(Collected data entries)
⟨

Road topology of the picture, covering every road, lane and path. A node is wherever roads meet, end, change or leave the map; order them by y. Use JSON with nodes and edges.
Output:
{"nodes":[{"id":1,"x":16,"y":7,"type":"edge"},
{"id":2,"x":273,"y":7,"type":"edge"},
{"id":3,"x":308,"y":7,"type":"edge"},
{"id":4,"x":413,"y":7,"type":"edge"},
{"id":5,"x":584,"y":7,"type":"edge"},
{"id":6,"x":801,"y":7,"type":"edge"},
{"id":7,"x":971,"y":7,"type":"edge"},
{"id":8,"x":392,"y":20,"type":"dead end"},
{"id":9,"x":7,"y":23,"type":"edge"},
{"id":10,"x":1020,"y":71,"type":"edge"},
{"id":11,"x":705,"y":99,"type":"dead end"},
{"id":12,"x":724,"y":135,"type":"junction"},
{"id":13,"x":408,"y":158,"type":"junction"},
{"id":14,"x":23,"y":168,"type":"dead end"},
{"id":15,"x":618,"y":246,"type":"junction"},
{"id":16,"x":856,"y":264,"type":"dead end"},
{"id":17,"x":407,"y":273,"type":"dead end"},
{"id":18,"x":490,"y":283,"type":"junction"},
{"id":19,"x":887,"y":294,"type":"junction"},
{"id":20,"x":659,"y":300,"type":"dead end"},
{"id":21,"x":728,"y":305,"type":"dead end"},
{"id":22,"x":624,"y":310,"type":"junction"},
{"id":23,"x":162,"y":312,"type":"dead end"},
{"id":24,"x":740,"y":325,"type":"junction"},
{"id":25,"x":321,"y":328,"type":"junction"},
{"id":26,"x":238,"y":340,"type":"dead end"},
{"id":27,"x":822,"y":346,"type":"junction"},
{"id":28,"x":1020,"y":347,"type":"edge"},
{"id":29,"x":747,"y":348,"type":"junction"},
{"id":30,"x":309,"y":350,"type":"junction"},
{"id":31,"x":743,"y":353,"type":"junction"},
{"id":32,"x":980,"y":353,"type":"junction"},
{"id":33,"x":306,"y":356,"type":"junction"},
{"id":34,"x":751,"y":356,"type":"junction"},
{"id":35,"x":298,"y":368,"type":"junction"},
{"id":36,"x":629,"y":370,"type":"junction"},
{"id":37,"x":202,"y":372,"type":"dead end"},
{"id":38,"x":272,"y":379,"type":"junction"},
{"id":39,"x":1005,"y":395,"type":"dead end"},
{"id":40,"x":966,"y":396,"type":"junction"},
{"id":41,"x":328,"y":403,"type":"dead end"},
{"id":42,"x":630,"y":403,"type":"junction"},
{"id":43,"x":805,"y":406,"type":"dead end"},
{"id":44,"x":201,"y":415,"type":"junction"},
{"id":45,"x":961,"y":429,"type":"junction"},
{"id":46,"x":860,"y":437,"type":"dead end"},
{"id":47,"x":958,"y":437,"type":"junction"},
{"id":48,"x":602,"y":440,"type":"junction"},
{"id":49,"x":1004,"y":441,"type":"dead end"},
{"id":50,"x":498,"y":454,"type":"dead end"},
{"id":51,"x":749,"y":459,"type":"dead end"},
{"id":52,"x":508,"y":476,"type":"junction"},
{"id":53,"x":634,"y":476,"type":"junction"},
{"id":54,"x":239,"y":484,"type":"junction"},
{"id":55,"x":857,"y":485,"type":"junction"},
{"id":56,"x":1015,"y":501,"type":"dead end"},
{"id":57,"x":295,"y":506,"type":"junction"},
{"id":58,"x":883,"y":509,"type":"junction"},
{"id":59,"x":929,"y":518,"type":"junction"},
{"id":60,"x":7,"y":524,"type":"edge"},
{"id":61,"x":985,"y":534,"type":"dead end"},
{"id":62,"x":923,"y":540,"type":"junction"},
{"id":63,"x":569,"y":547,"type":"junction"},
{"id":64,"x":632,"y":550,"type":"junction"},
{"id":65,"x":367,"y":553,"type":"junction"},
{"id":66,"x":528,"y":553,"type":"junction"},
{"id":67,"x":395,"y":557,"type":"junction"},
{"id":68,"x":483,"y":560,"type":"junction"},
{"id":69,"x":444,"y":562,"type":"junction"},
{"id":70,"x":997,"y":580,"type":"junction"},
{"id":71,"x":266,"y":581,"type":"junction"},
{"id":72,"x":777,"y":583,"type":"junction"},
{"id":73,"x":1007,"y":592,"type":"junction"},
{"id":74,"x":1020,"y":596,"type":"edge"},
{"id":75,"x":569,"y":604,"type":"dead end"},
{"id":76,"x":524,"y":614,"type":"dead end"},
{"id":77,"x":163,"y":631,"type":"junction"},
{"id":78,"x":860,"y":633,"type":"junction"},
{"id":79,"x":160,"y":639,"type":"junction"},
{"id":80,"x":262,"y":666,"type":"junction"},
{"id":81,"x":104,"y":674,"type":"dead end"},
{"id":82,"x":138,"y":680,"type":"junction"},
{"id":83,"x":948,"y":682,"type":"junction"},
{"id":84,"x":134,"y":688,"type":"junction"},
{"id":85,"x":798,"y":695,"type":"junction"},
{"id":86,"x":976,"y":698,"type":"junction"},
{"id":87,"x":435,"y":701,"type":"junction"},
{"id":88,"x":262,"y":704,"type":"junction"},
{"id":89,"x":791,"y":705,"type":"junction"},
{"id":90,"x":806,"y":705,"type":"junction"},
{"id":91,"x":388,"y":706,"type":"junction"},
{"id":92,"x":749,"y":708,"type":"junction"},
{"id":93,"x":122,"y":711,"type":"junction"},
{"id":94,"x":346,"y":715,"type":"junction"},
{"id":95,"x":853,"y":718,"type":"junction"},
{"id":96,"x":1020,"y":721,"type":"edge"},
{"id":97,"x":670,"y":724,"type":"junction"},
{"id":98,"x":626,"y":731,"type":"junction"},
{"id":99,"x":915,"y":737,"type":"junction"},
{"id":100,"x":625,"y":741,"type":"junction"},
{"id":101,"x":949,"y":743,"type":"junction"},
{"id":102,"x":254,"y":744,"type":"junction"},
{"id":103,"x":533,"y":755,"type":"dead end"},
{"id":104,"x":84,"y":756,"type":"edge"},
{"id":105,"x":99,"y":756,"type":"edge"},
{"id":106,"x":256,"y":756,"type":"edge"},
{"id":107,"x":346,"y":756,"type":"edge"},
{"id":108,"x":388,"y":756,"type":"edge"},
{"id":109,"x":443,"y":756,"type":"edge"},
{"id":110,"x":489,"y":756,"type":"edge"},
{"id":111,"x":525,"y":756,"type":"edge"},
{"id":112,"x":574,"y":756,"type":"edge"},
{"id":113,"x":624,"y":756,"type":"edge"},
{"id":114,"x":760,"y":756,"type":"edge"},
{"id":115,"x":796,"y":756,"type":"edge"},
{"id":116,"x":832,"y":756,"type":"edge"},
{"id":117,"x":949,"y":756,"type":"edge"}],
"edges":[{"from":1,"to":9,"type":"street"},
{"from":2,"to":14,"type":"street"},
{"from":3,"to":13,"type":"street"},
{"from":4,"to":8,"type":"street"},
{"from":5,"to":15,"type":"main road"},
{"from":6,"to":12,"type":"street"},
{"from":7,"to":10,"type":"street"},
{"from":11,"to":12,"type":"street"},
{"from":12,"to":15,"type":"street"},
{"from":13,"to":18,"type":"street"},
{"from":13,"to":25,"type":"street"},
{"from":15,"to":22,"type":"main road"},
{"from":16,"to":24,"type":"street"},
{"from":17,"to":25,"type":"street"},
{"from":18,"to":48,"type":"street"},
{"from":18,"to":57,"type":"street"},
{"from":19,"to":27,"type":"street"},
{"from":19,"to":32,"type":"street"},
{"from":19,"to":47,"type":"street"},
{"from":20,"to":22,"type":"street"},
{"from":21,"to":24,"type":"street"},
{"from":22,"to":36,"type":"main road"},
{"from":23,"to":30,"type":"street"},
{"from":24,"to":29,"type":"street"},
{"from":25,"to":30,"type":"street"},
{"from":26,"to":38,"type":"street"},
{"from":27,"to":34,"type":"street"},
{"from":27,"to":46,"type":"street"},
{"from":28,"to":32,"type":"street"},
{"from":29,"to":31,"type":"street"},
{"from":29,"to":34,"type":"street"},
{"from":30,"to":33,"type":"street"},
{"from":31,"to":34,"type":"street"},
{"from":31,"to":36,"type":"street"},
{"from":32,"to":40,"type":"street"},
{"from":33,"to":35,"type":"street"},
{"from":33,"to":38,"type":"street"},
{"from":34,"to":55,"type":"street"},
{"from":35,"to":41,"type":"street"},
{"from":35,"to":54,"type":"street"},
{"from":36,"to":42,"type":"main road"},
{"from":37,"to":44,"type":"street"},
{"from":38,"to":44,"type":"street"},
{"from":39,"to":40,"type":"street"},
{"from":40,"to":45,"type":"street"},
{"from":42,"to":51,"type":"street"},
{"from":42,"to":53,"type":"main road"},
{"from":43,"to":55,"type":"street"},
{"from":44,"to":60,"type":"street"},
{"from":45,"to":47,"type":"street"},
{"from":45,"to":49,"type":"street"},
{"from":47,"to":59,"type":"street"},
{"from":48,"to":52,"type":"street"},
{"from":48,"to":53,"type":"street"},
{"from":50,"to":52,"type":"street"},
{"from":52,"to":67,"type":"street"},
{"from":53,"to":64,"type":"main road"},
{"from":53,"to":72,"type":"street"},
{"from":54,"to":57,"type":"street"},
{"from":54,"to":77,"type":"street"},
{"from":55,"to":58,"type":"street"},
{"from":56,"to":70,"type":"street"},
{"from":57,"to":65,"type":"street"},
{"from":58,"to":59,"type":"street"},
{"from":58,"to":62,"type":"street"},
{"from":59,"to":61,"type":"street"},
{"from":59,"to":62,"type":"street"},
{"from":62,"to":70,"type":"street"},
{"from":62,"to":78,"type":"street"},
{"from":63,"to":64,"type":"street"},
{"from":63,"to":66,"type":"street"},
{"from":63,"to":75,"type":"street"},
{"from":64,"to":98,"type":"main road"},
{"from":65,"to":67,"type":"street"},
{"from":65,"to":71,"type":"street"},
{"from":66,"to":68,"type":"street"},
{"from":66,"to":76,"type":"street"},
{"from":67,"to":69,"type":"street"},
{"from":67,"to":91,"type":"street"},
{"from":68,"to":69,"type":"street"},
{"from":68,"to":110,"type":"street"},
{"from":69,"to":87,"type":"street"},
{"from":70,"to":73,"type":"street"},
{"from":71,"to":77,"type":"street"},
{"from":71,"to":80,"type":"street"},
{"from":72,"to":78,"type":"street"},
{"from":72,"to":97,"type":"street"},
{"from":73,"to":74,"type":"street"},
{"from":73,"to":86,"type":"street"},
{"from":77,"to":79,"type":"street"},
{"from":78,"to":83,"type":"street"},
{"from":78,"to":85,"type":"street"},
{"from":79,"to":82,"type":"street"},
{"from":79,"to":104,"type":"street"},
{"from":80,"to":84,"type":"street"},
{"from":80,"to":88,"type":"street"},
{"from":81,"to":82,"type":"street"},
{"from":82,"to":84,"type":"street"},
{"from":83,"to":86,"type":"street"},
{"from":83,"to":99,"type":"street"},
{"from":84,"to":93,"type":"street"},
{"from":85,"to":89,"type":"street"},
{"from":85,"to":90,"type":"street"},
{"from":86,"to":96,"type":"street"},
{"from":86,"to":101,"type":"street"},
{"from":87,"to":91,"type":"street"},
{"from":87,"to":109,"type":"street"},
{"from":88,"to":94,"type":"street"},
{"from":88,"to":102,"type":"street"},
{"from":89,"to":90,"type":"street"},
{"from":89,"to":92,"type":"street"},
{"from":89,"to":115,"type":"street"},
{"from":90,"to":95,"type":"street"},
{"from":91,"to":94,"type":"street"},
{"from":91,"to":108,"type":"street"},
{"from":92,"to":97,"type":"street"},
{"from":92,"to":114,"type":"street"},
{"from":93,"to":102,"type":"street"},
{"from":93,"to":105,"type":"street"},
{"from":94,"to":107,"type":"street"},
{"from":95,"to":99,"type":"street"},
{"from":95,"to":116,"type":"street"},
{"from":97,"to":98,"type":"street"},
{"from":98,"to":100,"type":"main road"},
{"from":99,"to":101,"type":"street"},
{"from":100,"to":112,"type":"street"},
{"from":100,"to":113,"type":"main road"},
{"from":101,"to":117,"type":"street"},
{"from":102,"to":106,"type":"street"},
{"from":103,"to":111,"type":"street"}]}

⟩

▶ **Instructions for the task**: Wherever the string "main" appears in the entries above, return the line it appears on.

▶ **Exercise response**:
{"from":5,"to":15,"type":"main road"},
{"from":15,"to":22,"type":"main road"},
{"from":22,"to":36,"type":"main road"},
{"from":36,"to":42,"type":"main road"},
{"from":42,"to":53,"type":"main road"},
{"from":53,"to":64,"type":"main road"},
{"from":64,"to":98,"type":"main road"},
{"from":98,"to":100,"type":"main road"},
{"from":100,"to":113,"type":"main road"},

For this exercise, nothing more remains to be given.